-------- Supplied entries

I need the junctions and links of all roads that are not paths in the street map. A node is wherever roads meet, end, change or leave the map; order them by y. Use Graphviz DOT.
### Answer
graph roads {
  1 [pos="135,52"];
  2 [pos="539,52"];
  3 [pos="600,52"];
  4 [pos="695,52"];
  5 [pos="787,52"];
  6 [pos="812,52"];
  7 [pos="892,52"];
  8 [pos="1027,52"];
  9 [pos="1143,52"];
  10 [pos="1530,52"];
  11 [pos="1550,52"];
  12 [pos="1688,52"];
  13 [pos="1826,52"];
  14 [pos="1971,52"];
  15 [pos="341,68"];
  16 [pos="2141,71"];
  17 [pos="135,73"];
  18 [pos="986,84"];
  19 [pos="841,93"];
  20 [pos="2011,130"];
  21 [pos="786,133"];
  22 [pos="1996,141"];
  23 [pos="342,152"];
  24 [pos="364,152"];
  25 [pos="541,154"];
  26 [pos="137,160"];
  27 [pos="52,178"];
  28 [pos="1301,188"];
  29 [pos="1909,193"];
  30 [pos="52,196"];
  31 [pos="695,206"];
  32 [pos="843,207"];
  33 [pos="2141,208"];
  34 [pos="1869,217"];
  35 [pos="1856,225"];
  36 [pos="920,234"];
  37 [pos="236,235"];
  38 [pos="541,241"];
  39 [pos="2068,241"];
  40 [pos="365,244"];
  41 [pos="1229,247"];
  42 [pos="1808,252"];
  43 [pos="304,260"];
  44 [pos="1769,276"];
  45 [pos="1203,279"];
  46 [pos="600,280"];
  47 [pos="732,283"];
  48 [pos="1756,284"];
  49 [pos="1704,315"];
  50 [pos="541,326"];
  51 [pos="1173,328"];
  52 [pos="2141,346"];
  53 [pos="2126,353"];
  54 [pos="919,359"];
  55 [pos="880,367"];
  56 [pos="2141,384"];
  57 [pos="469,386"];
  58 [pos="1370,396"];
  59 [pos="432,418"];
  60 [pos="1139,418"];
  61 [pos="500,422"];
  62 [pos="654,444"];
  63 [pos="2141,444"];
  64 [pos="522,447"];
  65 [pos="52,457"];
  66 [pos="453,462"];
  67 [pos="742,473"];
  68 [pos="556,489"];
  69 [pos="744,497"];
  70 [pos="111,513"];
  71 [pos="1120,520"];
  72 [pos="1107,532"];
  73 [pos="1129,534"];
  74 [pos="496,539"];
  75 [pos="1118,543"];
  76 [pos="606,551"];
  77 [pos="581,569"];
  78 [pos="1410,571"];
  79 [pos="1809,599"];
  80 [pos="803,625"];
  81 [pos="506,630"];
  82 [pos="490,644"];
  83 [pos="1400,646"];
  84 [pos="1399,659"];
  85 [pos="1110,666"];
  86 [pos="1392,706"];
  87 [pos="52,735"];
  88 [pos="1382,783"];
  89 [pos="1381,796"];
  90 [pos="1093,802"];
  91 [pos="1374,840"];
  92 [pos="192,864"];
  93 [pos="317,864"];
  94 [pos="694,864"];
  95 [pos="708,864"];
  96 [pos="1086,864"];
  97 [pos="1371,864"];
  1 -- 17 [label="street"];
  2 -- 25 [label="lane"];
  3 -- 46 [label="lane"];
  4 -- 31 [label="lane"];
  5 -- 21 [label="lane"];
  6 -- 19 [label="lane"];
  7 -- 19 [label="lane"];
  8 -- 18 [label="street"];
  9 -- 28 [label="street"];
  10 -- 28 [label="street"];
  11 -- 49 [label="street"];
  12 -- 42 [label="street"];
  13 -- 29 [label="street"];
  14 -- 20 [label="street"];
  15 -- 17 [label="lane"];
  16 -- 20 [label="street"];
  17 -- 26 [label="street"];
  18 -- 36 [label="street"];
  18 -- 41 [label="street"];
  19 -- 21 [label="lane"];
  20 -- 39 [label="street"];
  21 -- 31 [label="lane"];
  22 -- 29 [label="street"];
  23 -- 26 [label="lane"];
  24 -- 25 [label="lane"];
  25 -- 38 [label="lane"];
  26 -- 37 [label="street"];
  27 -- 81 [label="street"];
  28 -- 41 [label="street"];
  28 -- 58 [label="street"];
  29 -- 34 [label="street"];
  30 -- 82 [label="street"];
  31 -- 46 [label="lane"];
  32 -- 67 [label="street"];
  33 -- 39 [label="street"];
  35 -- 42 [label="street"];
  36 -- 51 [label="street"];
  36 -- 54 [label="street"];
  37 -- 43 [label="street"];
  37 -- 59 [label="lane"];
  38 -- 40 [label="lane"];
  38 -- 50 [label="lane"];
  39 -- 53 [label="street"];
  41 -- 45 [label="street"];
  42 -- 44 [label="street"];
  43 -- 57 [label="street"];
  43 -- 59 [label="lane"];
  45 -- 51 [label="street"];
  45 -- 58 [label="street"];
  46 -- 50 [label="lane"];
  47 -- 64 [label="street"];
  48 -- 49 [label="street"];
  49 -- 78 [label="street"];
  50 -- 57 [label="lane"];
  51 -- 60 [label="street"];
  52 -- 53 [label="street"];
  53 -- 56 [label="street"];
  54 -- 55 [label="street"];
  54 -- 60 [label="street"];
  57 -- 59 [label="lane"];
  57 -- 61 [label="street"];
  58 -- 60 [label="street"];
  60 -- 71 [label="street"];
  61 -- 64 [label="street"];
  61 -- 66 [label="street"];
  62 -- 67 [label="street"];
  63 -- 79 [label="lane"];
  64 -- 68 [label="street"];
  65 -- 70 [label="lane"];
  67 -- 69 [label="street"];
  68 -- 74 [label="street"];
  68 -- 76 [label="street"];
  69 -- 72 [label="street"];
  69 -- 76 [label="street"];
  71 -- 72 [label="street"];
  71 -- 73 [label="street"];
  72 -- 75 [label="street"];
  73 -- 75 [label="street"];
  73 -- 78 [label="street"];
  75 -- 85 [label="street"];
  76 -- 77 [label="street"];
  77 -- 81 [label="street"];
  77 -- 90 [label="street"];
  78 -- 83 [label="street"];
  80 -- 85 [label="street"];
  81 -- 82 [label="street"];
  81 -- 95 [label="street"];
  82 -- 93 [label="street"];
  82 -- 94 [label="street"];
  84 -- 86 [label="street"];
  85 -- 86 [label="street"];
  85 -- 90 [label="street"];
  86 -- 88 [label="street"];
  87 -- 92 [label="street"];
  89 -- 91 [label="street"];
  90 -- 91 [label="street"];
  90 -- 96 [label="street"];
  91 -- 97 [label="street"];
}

----------------

* **Required action**
Provide an exact transcription of every entry above.

* **Answer to the problem**
I need the junctions and links of all roads that are not paths in the street map. A node is wherever roads meet, end, change or leave the map; order them by y. Use Graphviz DOT.
### Answer
graph roads {
  1 [pos="135,52"];
  2 [pos="539,52"];
  3 [pos="600,52"];
  4 [pos="695,52"];
  5 [pos="787,52"];
  6 [pos="812,52"];
  7 [pos="892,52"];
  8 [pos="1027,52"];
  9 [pos="1143,52"];
  10 [pos="1530,52"];
  11 [pos="1550,52"];
  12 [pos="1688,52"];
  13 [pos="1826,52"];
  14 [pos="1971,52"];
  15 [pos="341,68"];
  16 [pos="2141,71"];
  17 [pos="135,73"];
  18 [pos="986,84"];
  19 [pos="841,93"];
  20 [pos="2011,130"];
  21 [pos="786,133"];
  22 [pos="1996,141"];
  23 [pos="342,152"];
  24 [pos="364,152"];
  25 [pos="541,154"];
  26 [pos="137,160"];
  27 [pos="52,178"];
  28 [pos="1301,188"];
  29 [pos="1909,193"];
  30 [pos="52,196"];
  31 [pos="695,206"];
  32 [pos="843,207"];
  33 [pos="2141,208"];
  34 [pos="1869,217"];
  35 [pos="1856,225"];
  36 [pos="920,234"];
  37 [pos="236,235"];
  38 [pos="541,241"];
  39 [pos="2068,241"];
  40 [pos="365,244"];
  41 [pos="1229,247"];
  42 [pos="1808,252"];
  43 [pos="304,260"];
  44 [pos="1769,276"];
  45 [pos="1203,279"];
  46 [pos="600,280"];
  47 [pos="732,283"];
  48 [pos="1756,284"];
  49 [pos="1704,315"];
  50 [pos="541,326"];
  51 [pos="1173,328"];
  52 [pos="2141,346"];
  53 [pos="2126,353"];
  54 [pos="919,359"];
  55 [pos="880,367"];
  56 [pos="2141,384"];
  57 [pos="469,386"];
  58 [pos="1370,396"];
  59 [pos="432,418"];
  60 [pos="1139,418"];
  61 [pos="500,422"];
  62 [pos="654,444"];
  63 [pos="2141,444"];
  64 [pos="522,447"];
  65 [pos="52,457"];
  66 [pos="453,462"];
  67 [pos="742,473"];
  68 [pos="556,489"];
  69 [pos="744,497"];
  70 [pos="111,513"];
  71 [pos="1120,520"];
  72 [pos="1107,532"];
  73 [pos="1129,534"];
  74 [pos="496,539"];
  75 [pos="1118,543"];
  76 [pos="606,551"];
  77 [pos="581,569"];
  78 [pos="1410,571"];
  79 [pos="1809,599"];
  80 [pos="803,625"];
  81 [pos="506,630"];
  82 [pos="490,644"];
  83 [pos="1400,646"];
  84 [pos="1399,659"];
  85 [pos="1110,666"];
  86 [pos="1392,706"];
  87 [pos="52,735"];
  88 [pos="1382,783"];
  89 [pos="1381,796"];
  90 [pos="1093,802"];
  91 [pos="1374,840"];
  92 [pos="192,864"];
  93 [pos="317,864"];
  94 [pos="694,864"];
  95 [pos="708,864"];
  96 [pos="1086,864"];
  97 [pos="1371,864"];
  1 -- 17 [label="street"];
  2 -- 25 [label="lane"];
  3 -- 46 [label="lane"];
  4 -- 31 [label="lane"];
  5 -- 21 [label="lane"];
  6 -- 19 [label="lane"];
  7 -- 19 [label="lane"];
  8 -- 18 [label="street"];
  9 -- 28 [label="street"];
  10 -- 28 [label="street"];
  11 -- 49 [label="street"];
  12 -- 42 [label="street"];
  13 -- 29 [label="street"];
  14 -- 20 [label="street"];
  15 -- 17 [label="lane"];
  16 -- 20 [label="street"];
  17 -- 26 [label="street"];
  18 -- 36 [label="street"];
  18 -- 41 [label="street"];
  19 -- 21 [label="lane"];
  20 -- 39 [label="street"];
  21 -- 31 [label="lane"];
  22 -- 29 [label="street"];
  23 -- 26 [label="lane"];
  24 -- 25 [label="lane"];
  25 -- 38 [label="lane"];
  26 -- 37 [label="street"];
  27 -- 81 [label="street"];
  28 -- 41 [label="street"];
  28 -- 58 [label="street"];
  29 -- 34 [label="street"];
  30 -- 82 [label="street"];
  31 -- 46 [label="lane"];
  32 -- 67 [label="street"];
  33 -- 39 [label="street"];
  35 -- 42 [label="street"];
  36 -- 51 [label="street"];
  36 -- 54 [label="street"];
  37 -- 43 [label="street"];
  37 -- 59 [label="lane"];
  38 -- 40 [label="lane"];
  38 -- 50 [label="lane"];
  39 -- 53 [label="street"];
  41 -- 45 [label="street"];
  42 -- 44 [label="street"];
  43 -- 57 [label="street"];
  43 -- 59 [label="lane"];
  45 -- 51 [label="street"];
  45 -- 58 [label="street"];
  46 -- 50 [label="lane"];
  47 -- 64 [label="street"];
  48 -- 49 [label="street"];
  49 -- 78 [label="street"];
  50 -- 57 [label="lane"];
  51 -- 60 [label="street"];
  52 -- 53 [label="street"];
  53 -- 56 [label="street"];
  54 -- 55 [label="street"];
  54 -- 60 [label="street"];
  57 -- 59 [label="lane"];
  57 -- 61 [label="street"];
  58 -- 60 [label="street"];
  60 -- 71 [label="street"];
  61 -- 64 [label="street"];
  61 -- 66 [label="street"];
  62 -- 67 [label="street"];
  63 -- 79 [label="lane"];
  64 -- 68 [label="street"];
  65 -- 70 [label="lane"];
  67 -- 69 [label="street"];
  68 -- 74 [label="street"];
  68 -- 76 [label="street"];
  69 -- 72 [label="street"];
  69 -- 76 [label="street"];
  71 -- 72 [label="street"];
  71 -- 73 [label="street"];
  72 -- 75 [label="street"];
  73 -- 75 [label="street"];
  73 -- 78 [label="street"];
  75 -- 85 [label="street"];
  76 -- 77 [label="street"];
  77 -- 81 [label="street"];
  77 -- 90 [label="street"];
  78 -- 83 [label="street"];
  80 -- 85 [label="street"];
  81 -- 82 [label="street"];
  81 -- 95 [label="street"];
  82 -- 93 [label="street"];
  82 -- 94 [label="street"];
  84 -- 86 [label="street"];
  85 -- 86 [label="street"];
  85 -- 90 [label="street"];
  86 -- 88 [label="street"];
  87 -- 92 [label="street"];
  89 -- 91 [label="street"];
  90 -- 91 [label="street"];
  90 -- 96 [label="street"];
  91 -- 97 [label="street"];
}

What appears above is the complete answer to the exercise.